= Task statement =
What lines below include the word "roads"? Copy each one.

....

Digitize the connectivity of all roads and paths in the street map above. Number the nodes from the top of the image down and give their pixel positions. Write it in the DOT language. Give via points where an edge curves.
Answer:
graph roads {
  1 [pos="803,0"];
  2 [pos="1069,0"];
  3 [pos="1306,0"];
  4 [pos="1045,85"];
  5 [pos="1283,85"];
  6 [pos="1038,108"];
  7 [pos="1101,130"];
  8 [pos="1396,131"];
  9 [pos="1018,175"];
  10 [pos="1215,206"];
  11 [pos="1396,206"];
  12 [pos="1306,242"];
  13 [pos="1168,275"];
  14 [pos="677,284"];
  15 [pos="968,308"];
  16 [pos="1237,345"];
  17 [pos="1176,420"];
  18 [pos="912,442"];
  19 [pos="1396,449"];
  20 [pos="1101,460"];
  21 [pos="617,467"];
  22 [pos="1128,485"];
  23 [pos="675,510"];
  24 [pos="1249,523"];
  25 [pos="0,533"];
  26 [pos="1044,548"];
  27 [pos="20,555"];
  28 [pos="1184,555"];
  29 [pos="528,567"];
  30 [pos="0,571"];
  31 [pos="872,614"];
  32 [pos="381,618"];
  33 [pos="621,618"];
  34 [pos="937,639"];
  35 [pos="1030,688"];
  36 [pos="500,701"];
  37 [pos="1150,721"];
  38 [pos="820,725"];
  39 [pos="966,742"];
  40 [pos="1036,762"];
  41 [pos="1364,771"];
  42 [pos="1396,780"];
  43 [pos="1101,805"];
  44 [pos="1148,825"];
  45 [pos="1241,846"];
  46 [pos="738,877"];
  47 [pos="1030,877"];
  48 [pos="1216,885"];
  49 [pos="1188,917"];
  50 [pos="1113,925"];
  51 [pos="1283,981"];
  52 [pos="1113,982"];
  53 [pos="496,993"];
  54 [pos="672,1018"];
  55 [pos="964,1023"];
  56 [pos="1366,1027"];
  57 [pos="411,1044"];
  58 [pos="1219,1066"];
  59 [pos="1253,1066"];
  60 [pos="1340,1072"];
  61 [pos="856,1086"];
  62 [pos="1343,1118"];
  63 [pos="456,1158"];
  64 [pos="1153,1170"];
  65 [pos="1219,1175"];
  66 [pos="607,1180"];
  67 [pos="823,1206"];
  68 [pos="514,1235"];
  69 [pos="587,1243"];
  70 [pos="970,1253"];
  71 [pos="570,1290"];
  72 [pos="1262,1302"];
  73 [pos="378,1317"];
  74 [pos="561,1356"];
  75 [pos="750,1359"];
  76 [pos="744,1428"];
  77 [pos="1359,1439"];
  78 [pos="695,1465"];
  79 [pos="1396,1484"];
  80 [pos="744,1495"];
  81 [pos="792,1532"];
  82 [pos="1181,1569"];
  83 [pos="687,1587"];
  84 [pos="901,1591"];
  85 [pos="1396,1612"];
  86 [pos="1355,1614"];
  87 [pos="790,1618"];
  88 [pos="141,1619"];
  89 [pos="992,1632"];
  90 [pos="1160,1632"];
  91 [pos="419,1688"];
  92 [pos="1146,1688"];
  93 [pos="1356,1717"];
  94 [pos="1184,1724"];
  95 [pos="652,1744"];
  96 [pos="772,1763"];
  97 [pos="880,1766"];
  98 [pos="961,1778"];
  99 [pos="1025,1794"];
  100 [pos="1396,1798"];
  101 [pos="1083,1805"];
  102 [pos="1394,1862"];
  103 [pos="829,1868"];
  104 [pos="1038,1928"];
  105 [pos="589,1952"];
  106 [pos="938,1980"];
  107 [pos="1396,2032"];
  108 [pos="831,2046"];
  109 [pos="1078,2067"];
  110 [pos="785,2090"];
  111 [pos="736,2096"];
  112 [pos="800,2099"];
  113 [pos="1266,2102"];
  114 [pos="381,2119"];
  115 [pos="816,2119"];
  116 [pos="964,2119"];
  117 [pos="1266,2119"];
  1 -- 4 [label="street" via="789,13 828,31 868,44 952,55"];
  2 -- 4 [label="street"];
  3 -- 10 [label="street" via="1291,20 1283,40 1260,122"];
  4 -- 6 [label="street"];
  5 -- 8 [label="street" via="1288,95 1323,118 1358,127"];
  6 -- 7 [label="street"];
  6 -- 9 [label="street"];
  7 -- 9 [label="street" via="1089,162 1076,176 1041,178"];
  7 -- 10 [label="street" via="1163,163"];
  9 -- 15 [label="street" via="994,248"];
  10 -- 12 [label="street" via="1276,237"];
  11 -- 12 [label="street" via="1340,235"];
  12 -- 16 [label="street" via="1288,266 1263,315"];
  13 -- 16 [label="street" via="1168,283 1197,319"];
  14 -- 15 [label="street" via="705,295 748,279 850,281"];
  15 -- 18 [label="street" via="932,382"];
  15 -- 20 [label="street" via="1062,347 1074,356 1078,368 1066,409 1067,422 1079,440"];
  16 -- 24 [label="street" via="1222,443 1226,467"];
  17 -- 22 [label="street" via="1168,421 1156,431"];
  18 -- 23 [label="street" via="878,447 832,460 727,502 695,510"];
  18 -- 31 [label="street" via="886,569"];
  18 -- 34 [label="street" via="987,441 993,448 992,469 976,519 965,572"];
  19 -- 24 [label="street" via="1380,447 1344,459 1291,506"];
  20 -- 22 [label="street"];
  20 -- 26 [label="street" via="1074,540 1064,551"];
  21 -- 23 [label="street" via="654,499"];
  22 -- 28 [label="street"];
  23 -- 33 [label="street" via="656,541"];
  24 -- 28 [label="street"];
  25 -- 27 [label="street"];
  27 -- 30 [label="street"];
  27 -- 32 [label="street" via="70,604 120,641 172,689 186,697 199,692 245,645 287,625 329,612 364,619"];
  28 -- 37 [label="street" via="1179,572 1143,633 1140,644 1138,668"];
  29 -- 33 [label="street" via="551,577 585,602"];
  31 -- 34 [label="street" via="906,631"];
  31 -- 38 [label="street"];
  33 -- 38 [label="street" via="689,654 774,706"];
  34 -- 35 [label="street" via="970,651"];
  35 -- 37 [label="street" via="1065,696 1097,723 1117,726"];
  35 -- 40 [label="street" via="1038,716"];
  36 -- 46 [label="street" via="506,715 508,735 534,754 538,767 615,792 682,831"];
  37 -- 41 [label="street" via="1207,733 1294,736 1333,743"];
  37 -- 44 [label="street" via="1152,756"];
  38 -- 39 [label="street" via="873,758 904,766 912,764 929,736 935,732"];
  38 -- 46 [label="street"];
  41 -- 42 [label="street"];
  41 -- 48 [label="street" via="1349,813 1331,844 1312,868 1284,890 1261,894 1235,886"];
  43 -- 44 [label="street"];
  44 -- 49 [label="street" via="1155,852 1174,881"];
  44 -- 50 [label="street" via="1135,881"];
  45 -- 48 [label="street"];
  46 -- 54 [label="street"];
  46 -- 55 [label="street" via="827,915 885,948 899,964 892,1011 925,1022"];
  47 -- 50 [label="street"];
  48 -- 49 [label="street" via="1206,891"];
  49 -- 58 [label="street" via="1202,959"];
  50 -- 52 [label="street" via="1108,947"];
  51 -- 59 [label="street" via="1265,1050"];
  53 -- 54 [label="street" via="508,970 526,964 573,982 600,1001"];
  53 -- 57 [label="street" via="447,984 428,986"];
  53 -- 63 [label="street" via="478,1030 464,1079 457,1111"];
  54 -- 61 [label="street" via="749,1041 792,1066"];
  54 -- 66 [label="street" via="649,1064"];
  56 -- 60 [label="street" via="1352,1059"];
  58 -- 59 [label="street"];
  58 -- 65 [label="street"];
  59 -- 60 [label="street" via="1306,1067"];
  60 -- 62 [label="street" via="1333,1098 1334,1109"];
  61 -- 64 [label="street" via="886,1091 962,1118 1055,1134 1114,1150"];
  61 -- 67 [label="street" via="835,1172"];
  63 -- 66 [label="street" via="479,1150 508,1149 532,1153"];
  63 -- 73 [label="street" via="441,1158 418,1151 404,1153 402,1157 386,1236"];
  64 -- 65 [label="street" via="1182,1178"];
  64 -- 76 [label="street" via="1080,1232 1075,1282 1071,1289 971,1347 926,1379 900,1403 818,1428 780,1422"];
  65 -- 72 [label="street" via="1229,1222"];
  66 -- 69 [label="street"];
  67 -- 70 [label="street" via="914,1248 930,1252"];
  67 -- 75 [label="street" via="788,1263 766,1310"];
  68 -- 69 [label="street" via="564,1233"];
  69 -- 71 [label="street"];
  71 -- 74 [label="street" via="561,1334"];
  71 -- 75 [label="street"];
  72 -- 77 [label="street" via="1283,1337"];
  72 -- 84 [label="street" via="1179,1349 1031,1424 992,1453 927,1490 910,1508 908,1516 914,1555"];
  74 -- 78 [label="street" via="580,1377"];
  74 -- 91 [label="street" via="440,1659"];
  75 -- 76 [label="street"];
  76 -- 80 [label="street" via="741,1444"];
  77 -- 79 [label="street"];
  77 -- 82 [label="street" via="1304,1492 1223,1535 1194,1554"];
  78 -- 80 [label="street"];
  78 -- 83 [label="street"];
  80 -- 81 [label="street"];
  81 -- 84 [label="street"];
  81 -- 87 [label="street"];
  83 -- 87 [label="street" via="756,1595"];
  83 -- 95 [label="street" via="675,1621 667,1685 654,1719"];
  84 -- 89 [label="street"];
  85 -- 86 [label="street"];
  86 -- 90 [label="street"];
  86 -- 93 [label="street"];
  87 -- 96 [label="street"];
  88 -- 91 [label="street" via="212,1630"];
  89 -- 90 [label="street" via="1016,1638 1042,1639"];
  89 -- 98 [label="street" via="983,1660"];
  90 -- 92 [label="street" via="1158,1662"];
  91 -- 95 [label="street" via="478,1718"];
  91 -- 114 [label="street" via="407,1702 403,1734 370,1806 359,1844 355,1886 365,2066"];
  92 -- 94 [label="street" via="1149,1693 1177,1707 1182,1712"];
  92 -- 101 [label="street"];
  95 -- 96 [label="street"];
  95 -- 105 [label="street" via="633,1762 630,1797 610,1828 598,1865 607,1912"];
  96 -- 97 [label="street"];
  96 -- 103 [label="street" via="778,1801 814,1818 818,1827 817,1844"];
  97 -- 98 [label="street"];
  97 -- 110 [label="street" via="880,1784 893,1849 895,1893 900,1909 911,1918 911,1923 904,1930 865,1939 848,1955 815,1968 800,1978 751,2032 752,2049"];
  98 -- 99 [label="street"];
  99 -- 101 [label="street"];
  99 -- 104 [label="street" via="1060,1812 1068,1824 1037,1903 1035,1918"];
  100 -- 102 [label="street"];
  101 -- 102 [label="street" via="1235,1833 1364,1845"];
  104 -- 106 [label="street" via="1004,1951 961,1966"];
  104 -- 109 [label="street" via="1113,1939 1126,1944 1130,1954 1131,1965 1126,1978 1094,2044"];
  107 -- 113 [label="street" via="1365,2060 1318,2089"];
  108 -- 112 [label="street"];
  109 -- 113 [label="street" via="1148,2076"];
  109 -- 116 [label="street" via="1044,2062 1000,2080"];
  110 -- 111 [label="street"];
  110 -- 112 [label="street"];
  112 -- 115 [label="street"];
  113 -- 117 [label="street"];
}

....

= Answer to the problem =
Digitize the connectivity of all roads and paths in the street map above. Number the nodes from the top of the image down and give their pixel positions. Write it in the DOT language. Give via points where an edge curves.
graph roads {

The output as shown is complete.